Questa settimana al Festival Internazionale degli Scrittori a Gerusalemme, ho pensato molto al potere e alla promessa eterna della letteratura. Ciò può sembrare molto fuori luogo e insignificante di fronte al dolore dei bambini di Rafah e delle madri israeliane che non vedranno ritornare i propri figli. Ma ho pensato a cosa permettono la scrittura e la lettura: mettersi, anche solo per un attimo, nei panni di un altro, di un personaggio la cui storia, mondo, cultura e dolore non sono i nostri, ma con cui ci è dato di empatizzare.
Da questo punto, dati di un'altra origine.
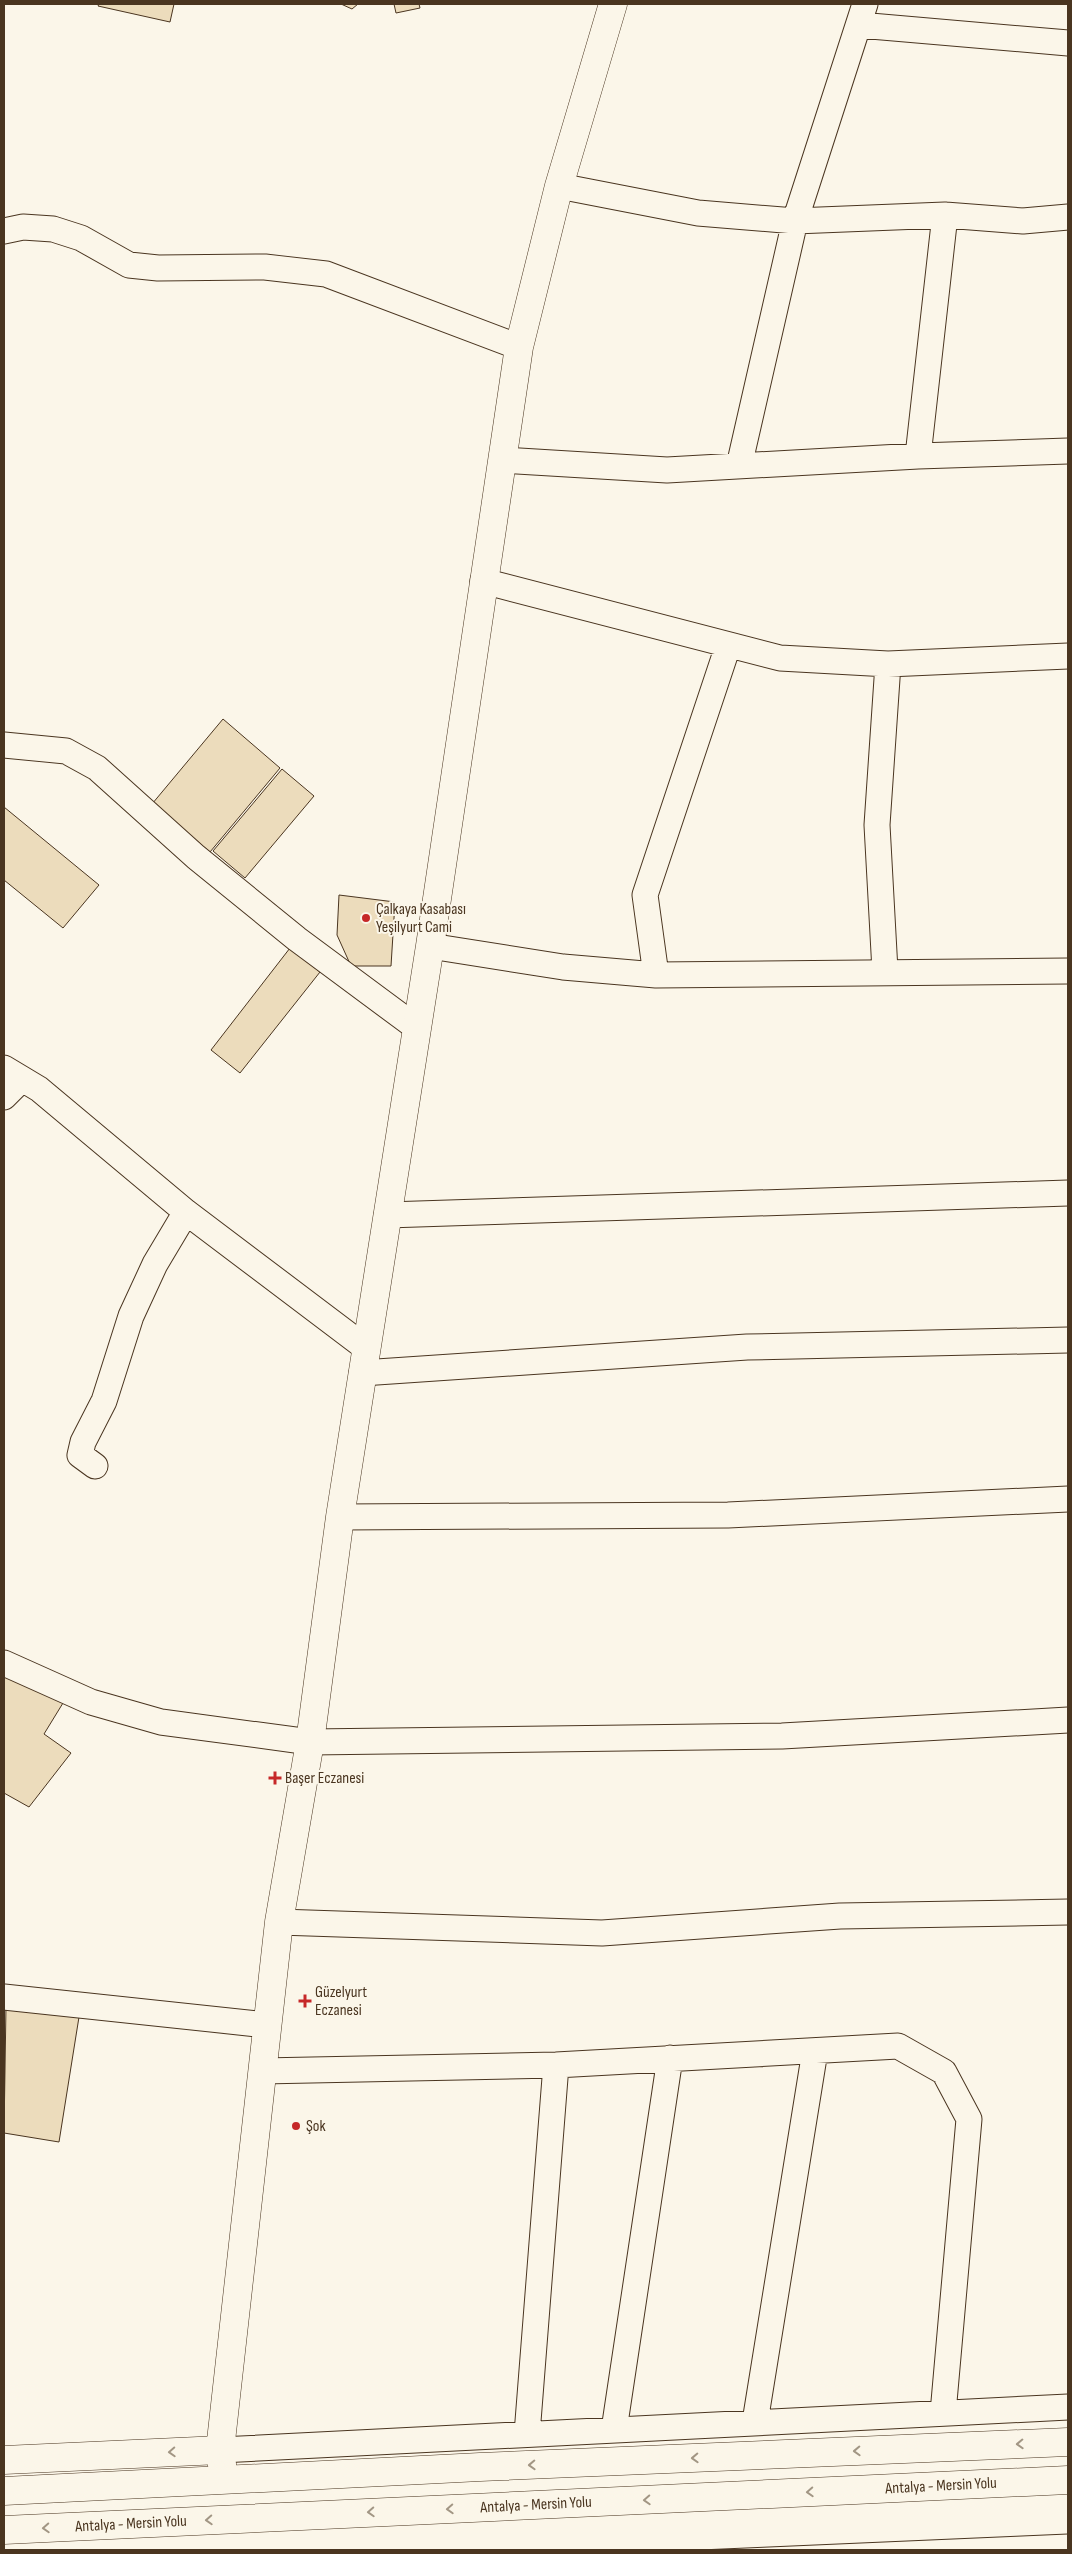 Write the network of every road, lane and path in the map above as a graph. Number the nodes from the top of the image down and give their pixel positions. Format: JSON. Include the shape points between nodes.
{"nodes":[{"id":1,"x":612,"y":4,"type":"edge"},
{"id":2,"x":862,"y":14,"type":"edge"},
{"id":3,"x":1068,"y":43,"type":"edge"},
{"id":4,"x":559,"y":186,"type":"junction"},
{"id":5,"x":945,"y":215,"type":"junction"},
{"id":6,"x":1068,"y":217,"type":"edge"},
{"id":7,"x":794,"y":221,"type":"junction"},
{"id":8,"x":4,"y":230,"type":"edge"},
{"id":9,"x":519,"y":347,"type":"junction"},
{"id":10,"x":1068,"y":451,"type":"edge"},
{"id":11,"x":918,"y":456,"type":"junction"},
{"id":12,"x":502,"y":460,"type":"junction"},
{"id":13,"x":740,"y":466,"type":"junction"},
{"id":14,"x":483,"y":581,"type":"junction"},
{"id":15,"x":728,"y":646,"type":"junction"},
{"id":16,"x":1068,"y":656,"type":"edge"},
{"id":17,"x":888,"y":664,"type":"junction"},
{"id":18,"x":4,"y":745,"type":"edge"},
{"id":19,"x":430,"y":946,"type":"junction"},
{"id":20,"x":885,"y":971,"type":"junction"},
{"id":21,"x":1068,"y":971,"type":"edge"},
{"id":22,"x":656,"y":975,"type":"junction"},
{"id":23,"x":417,"y":1028,"type":"junction"},
{"id":24,"x":13,"y":1074,"type":"edge"},
{"id":25,"x":4,"y":1097,"type":"edge"},
{"id":26,"x":1068,"y":1193,"type":"edge"},
{"id":27,"x":186,"y":1212,"type":"junction"},
{"id":28,"x":387,"y":1215,"type":"junction"},
{"id":29,"x":1068,"y":1340,"type":"edge"},
{"id":30,"x":364,"y":1360,"type":"junction"},
{"id":31,"x":95,"y":1466,"type":"dead end"},
{"id":32,"x":1068,"y":1499,"type":"edge"},
{"id":33,"x":340,"y":1517,"type":"junction"},
{"id":34,"x":4,"y":1663,"type":"edge"},
{"id":35,"x":1068,"y":1720,"type":"edge"},
{"id":36,"x":310,"y":1742,"type":"junction"},
{"id":37,"x":1068,"y":1912,"type":"edge"},
{"id":38,"x":279,"y":1922,"type":"junction"},
{"id":39,"x":4,"y":1997,"type":"edge"},
{"id":40,"x":267,"y":2025,"type":"junction"},
{"id":41,"x":815,"y":2050,"type":"junction"},
{"id":42,"x":670,"y":2058,"type":"junction"},
{"id":43,"x":556,"y":2065,"type":"junction"},
{"id":44,"x":262,"y":2072,"type":"junction"},
{"id":45,"x":1068,"y":2406,"type":"edge"},
{"id":46,"x":944,"y":2413,"type":"junction"},
{"id":47,"x":756,"y":2422,"type":"junction"},
{"id":48,"x":614,"y":2430,"type":"junction"},
{"id":49,"x":527,"y":2434,"type":"junction"},
{"id":50,"x":1068,"y":2442,"type":"edge"},
{"id":51,"x":220,"y":2450,"type":"junction"},
{"id":52,"x":4,"y":2460,"type":"edge"},
{"id":53,"x":224,"y":2480,"type":"junction"},
{"id":54,"x":1068,"y":2480,"type":"edge"},
{"id":55,"x":4,"y":2491,"type":"edge"},
{"id":56,"x":4,"y":2530,"type":"edge"}],
"edges":[{"from":1,"to":4,"type":"main road"},
{"from":2,"to":3,"type":"street"},
{"from":2,"to":7,"type":"street"},
{"from":4,"to":7,"type":"street","via":[[698,213]]},
{"from":4,"to":9,"type":"main road"},
{"from":5,"to":6,"type":"street","via":[[1023,220]]},
{"from":5,"to":7,"type":"street"},
{"from":5,"to":11,"type":"street"},
{"from":7,"to":13,"type":"street"},
{"from":8,"to":9,"type":"street","via":[[23,227],[53,229],[81,238],[129,265],[158,268],[265,267],[326,274]]},
{"from":9,"to":12,"type":"main road"},
{"from":10,"to":11,"type":"street"},
{"from":11,"to":13,"type":"street"},
{"from":12,"to":13,"type":"street","via":[[667,470]]},
{"from":12,"to":14,"type":"main road"},
{"from":14,"to":15,"type":"street"},
{"from":14,"to":19,"type":"main road"},
{"from":15,"to":17,"type":"street","via":[[780,658]]},
{"from":15,"to":22,"type":"street","via":[[645,895]]},
{"from":16,"to":17,"type":"street"},
{"from":17,"to":20,"type":"street","via":[[877,825]]},
{"from":18,"to":23,"type":"street","via":[[66,751],[97,768],[196,857],[297,939]]},
{"from":19,"to":22,"type":"street","via":[[563,967]]},
{"from":19,"to":23,"type":"main road"},
{"from":20,"to":21,"type":"street"},
{"from":20,"to":22,"type":"street"},
{"from":23,"to":28,"type":"main road"},
{"from":24,"to":25,"type":"street"},
{"from":24,"to":27,"type":"street","via":[[39,1089]]},
{"from":26,"to":28,"type":"street"},
{"from":27,"to":30,"type":"street"},
{"from":27,"to":31,"type":"street","via":[[155,1264],[131,1316],[104,1401],[83,1442],[80,1455]]},
{"from":28,"to":30,"type":"main road"},
{"from":29,"to":30,"type":"street"},
{"from":30,"to":33,"type":"main road"},
{"from":32,"to":33,"type":"street","via":[[728,1515]]},
{"from":33,"to":36,"type":"main road"},
{"from":34,"to":36,"type":"street","via":[[91,1702],[161,1722]]},
{"from":35,"to":36,"type":"street","via":[[782,1736]]},
{"from":36,"to":38,"type":"main road"},
{"from":37,"to":38,"type":"street","via":[[840,1916],[602,1934]]},
{"from":38,"to":40,"type":"main road"},
{"from":39,"to":40,"type":"street"},
{"from":40,"to":44,"type":"main road"},
{"from":41,"to":42,"type":"street"},
{"from":41,"to":46,"type":"street","via":[[898,2046],[944,2072],[969,2118]]},
{"from":41,"to":47,"type":"street"},
{"from":42,"to":43,"type":"street"},
{"from":42,"to":48,"type":"street"},
{"from":43,"to":44,"type":"street"},
{"from":43,"to":49,"type":"street"},
{"from":44,"to":51,"type":"main road"},
{"from":45,"to":46,"type":"street"},
{"from":46,"to":47,"type":"street"},
{"from":47,"to":48,"type":"street"},
{"from":48,"to":49,"type":"street"},
{"from":49,"to":51,"type":"street"},
{"from":50,"to":53,"type":"main road","one_way":true},
{"from":51,"to":52,"type":"main road","one_way":true},
{"from":51,"to":53,"type":"main road"},
{"from":53,"to":55,"type":"main road"},
{"from":54,"to":56,"type":"main road","name":"Antalya - Mersin Yolu","one_way":true}]}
E mi sono detta che questa capacità era senza dubbio ciò che più mancava all’umanità intorno a noi e che dovevamo provare a ritrovare.

 

Mi scuso per avervi esposto in questo sermone e un po' in generale i miei sentimenti di questa settimana in Israele.

Mi rendo conto che alcuni avrebbero preferito che io parlassi, come faccio ogni settimana o quasi, dell'episodio della Torah che leggiamo in tutte le sinagoghe, di questo brano del Levitico che leggiamo in questo Shabbat e che costituisce ciò che chiamiamo parasha della settimana.

 

Ma invece di questa lettura di parasha, vi invito a pensare a cosa significa anche la parola parasha in ebraico. Non designa soltanto il brano della Torah che leggiamo nelle sinagoghe. In ebraico, è al cuore di un'espressione che designa un “crocevia”: in ebraico chiamiamo un incrocio ‘parashat drakhim’, la parasha delle strade, il luogo dove le strade si incrociano e dove si presentano a noi più strade, diverse strade che ci è possibile prendere.

 

Siamo, mi sembra, nel luogo della parasha, nel parashat drakhim, all'intersezione tra molti percorsi possibili. E il percorso che prenderemo, sia qui sia là in Medio Oriente, con le nostre azioni o con le nostre parole, determinerà il futuro.

 

Ci troviamo in un tempo sospeso tra mondi, esattamente come ci troviamo su un aereo tra paesi. E questo 237esimo giorno dopo il disastro potrebbe, se vogliamo, anche essere il primissimo di un altro tempo. Per fare questo basta scegliere insieme un po’ più di intelligenza, moderazione, dignità, cultura storica ed empatia.

 

Shabbat Shalom

[Drasha pronunciata dal rabbino Delphine Horvilleur il 31 maggio 2024 durante il servizio kabbalat shabbat del JEM, Parigi].